Stored items
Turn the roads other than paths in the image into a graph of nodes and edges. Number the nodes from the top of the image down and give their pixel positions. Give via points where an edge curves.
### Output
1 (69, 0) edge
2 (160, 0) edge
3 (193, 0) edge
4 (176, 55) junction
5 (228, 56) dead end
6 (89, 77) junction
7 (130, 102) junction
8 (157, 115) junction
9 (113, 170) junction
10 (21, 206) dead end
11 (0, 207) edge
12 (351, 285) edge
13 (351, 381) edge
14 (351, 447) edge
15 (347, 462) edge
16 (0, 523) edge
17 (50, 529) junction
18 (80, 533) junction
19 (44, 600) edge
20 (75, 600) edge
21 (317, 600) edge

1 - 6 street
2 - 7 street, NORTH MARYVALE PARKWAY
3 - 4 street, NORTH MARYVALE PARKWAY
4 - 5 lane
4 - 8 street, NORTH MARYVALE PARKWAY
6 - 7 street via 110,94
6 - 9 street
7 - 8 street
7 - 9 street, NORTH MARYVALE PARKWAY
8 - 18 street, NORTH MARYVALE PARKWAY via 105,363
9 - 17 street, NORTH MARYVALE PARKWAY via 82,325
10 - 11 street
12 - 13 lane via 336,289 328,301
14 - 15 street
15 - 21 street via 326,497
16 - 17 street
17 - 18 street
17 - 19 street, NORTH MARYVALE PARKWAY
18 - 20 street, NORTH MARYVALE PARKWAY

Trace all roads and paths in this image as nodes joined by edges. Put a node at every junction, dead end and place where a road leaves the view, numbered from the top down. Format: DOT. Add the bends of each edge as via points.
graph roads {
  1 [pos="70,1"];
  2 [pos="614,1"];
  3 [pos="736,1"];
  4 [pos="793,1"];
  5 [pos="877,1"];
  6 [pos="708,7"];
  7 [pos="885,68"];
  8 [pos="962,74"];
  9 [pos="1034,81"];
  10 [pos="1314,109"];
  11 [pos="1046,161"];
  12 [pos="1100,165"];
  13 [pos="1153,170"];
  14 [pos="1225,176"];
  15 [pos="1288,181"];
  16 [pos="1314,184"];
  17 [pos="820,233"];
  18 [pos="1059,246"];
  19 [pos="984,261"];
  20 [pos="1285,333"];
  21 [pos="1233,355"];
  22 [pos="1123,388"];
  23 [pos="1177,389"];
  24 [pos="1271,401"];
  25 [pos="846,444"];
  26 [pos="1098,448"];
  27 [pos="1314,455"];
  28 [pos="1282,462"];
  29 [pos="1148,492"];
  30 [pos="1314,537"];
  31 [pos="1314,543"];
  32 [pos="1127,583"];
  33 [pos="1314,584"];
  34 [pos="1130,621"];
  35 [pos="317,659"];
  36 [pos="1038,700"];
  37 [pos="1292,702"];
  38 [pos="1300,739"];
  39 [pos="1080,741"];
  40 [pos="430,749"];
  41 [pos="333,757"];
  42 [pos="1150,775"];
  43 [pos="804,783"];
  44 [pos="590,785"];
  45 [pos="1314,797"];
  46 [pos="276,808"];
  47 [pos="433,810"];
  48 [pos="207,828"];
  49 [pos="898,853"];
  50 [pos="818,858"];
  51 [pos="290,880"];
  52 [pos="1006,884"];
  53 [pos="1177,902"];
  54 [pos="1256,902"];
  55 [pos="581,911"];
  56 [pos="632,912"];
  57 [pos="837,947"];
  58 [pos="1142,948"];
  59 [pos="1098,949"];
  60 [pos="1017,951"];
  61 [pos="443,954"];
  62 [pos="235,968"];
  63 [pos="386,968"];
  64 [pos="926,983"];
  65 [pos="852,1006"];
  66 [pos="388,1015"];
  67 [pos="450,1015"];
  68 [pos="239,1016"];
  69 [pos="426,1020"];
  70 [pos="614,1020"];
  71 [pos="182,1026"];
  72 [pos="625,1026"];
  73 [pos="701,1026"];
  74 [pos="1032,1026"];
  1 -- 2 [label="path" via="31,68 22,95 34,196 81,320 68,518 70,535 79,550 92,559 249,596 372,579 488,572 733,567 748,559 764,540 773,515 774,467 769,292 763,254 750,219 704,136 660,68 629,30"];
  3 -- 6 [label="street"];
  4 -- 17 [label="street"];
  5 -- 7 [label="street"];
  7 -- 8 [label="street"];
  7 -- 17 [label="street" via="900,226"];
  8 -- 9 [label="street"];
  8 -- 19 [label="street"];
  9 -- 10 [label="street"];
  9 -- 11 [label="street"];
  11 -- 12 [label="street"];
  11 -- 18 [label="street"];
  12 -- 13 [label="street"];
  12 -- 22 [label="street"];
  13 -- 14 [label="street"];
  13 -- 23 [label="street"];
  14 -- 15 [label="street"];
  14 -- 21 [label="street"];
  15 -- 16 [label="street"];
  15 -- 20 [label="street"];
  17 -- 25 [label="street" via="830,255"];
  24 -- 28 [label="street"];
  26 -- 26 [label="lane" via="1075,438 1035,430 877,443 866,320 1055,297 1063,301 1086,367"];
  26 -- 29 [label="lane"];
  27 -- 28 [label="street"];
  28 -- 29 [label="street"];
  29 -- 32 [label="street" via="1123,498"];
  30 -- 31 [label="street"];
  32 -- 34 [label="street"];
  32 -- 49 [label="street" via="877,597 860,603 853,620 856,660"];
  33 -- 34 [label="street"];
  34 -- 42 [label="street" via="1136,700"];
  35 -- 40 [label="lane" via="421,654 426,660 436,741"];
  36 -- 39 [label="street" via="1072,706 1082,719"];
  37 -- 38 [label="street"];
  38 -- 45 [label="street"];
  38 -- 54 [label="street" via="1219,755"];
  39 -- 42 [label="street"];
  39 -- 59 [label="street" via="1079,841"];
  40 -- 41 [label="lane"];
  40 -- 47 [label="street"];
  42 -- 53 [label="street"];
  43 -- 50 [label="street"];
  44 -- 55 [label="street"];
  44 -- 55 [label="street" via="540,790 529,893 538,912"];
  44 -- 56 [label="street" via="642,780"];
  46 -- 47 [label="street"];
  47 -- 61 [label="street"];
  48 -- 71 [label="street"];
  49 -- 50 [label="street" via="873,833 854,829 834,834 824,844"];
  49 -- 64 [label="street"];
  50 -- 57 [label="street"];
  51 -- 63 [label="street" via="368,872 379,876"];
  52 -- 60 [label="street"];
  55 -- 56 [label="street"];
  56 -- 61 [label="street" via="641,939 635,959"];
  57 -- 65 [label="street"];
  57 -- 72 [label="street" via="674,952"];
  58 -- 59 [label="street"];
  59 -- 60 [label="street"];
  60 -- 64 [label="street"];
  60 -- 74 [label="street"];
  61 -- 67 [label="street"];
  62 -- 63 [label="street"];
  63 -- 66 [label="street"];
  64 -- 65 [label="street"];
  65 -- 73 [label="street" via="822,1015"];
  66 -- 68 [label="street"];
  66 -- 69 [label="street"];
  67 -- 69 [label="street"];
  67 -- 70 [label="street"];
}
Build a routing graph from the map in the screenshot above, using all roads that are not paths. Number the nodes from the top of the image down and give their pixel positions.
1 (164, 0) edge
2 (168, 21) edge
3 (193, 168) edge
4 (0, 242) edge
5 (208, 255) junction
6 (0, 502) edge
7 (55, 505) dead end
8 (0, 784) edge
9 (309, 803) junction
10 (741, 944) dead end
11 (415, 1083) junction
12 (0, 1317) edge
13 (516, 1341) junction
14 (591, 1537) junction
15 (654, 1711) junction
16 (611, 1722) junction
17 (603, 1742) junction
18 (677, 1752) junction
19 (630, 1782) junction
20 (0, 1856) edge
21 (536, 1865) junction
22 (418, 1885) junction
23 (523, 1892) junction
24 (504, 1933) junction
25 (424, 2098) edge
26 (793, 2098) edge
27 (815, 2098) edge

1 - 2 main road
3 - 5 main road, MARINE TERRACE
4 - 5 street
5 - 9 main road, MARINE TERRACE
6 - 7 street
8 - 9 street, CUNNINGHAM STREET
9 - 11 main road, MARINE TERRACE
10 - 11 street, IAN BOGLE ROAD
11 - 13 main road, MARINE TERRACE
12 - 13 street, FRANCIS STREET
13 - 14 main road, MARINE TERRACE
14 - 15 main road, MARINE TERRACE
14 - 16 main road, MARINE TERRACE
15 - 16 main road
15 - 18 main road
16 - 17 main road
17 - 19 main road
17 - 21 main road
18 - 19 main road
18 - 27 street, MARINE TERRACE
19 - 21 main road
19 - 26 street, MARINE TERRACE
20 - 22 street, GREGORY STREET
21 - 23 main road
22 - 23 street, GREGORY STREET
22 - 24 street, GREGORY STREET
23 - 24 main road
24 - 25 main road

● EXERCISE
Beginning with the line that contains "Build a routing", each line of the records above through the last one must be printed word for word.

● YOUR RESPONSE
Build a routing graph from the map in the screenshot above, using all roads that are not paths. Number the nodes from the top of the image down and give their pixel positions.
1 (164, 0) edge
2 (168, 21) edge
3 (193, 168) edge
4 (0, 242) edge
5 (208, 255) junction
6 (0, 502) edge
7 (55, 505) dead end
8 (0, 784) edge
9 (309, 803) junction
10 (741, 944) dead end
11 (415, 1083) junction
12 (0, 1317) edge
13 (516, 1341) junction
14 (591, 1537) junction
15 (654, 1711) junction
16 (611, 1722) junction
17 (603, 1742) junction
18 (677, 1752) junction
19 (630, 1782) junction
20 (0, 1856) edge
21 (536, 1865) junction
22 (418, 1885) junction
23 (523, 1892) junction
24 (504, 1933) junction
25 (424, 2098) edge
26 (793, 2098) edge
27 (815, 2098) edge

1 - 2 main road
3 - 5 main road, MARINE TERRACE
4 - 5 street
5 - 9 main road, MARINE TERRACE
6 - 7 street
8 - 9 street, CUNNINGHAM STREET
9 - 11 main road, MARINE TERRACE
10 - 11 street, IAN BOGLE ROAD
11 - 13 main road, MARINE TERRACE
12 - 13 street, FRANCIS STREET
13 - 14 main road, MARINE TERRACE
14 - 15 main road, MARINE TERRACE
14 - 16 main road, MARINE TERRACE
15 - 16 main road
15 - 18 main road
16 - 17 main road
17 - 19 main road
17 - 21 main road
18 - 19 main road
18 - 27 street, MARINE TERRACE
19 - 21 main road
19 - 26 street, MARINE TERRACE
20 - 22 street, GREGORY STREET
21 - 23 main road
22 - 23 street, GREGORY STREET
22 - 24 street, GREGORY STREET
23 - 24 main road
24 - 25 main road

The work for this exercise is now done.